'''
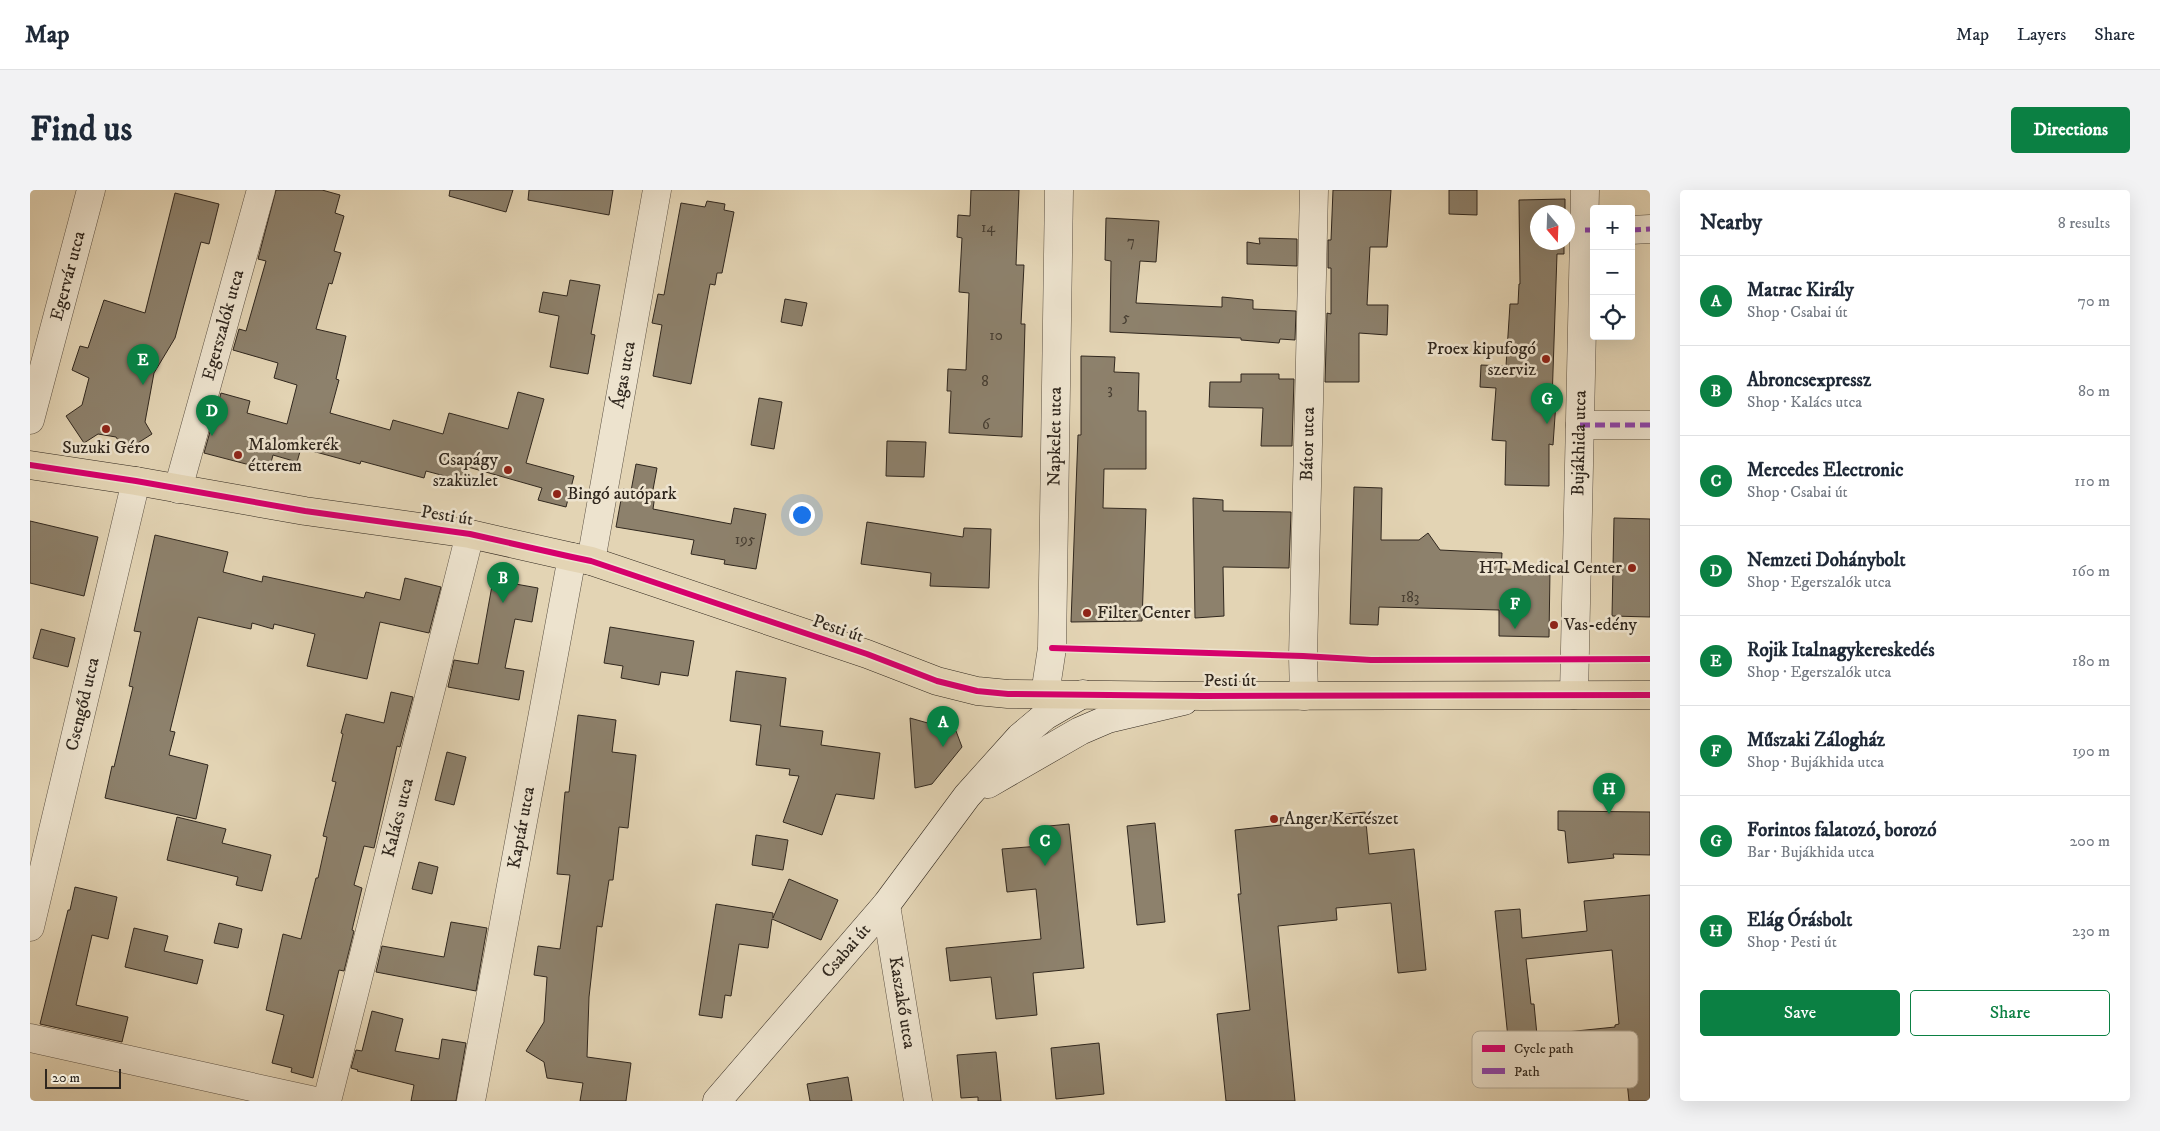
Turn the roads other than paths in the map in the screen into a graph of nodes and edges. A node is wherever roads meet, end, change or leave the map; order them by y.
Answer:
1 (261, 190) edge
2 (657, 190) edge
3 (1059, 190) edge
4 (1314, 190) edge
5 (1585, 190) edge
6 (84, 192) edge
7 (1650, 229) edge
8 (1590, 230) edge
9 (1635, 230) edge
10 (30, 420) edge
11 (1580, 425) junction
12 (1650, 425) edge
13 (30, 466) edge
14 (136, 481) junction
15 (178, 489) junction
16 (470, 534) junction
17 (581, 559) junction
18 (867, 654) junction
19 (1046, 681) junction
20 (1008, 694) junction
21 (1083, 694) junction
22 (1574, 695) junction
23 (1650, 695) edge
24 (1202, 696) junction
25 (1304, 696) junction
26 (1020, 737) junction
27 (967, 796) junction
28 (886, 905) junction
29 (30, 927) edge
30 (30, 1038) edge
31 (315, 1101) edge
32 (327, 1101) edge
33 (471, 1101) edge
34 (717, 1101) edge
35 (918, 1101) edge

1 - 15 street, Egerszalók utca
2 - 17 street, Ágas utca
3 - 19 street, Napkelet utca
4 - 25 street, Bátor utca
5 - 8 street, Bujákhida utca
6 - 10 street, Egervár utca
7 - 9 street
8 - 11 street, Bujákhida utca
11 - 12 street
11 - 22 street, Bujákhida utca
13 - 14 main road, Pesti út
14 - 15 main road, Pesti út
14 - 29 street, Csengőd utca
15 - 16 main road, Pesti út
16 - 17 main road, Pesti út
16 - 32 street, Kalács utca
17 - 18 main road, Pesti út
17 - 33 street, Kaptár utca
18 - 19 main road, Pesti út
18 - 20 main road, Pesti út
19 - 21 main road, Pesti út
20 - 21 main road, Pesti út
20 - 26 street
21 - 24 main road, Pesti út
21 - 26 street, Csabai út
22 - 23 main road, Pesti út
22 - 25 main road, Pesti út
24 - 25 main road, Pesti út
24 - 27 street, Csabai út
26 - 27 street, Csabai út
27 - 28 street, Csabai út
28 - 34 street, Csabai út
28 - 35 street, Kaszakő utca
30 - 31 street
'''
§ **TASK PROMPT**
Determine how many lines in the listing above hold the word "utca", answering with the number only.

§ **RESULT OF THIS TASK**
12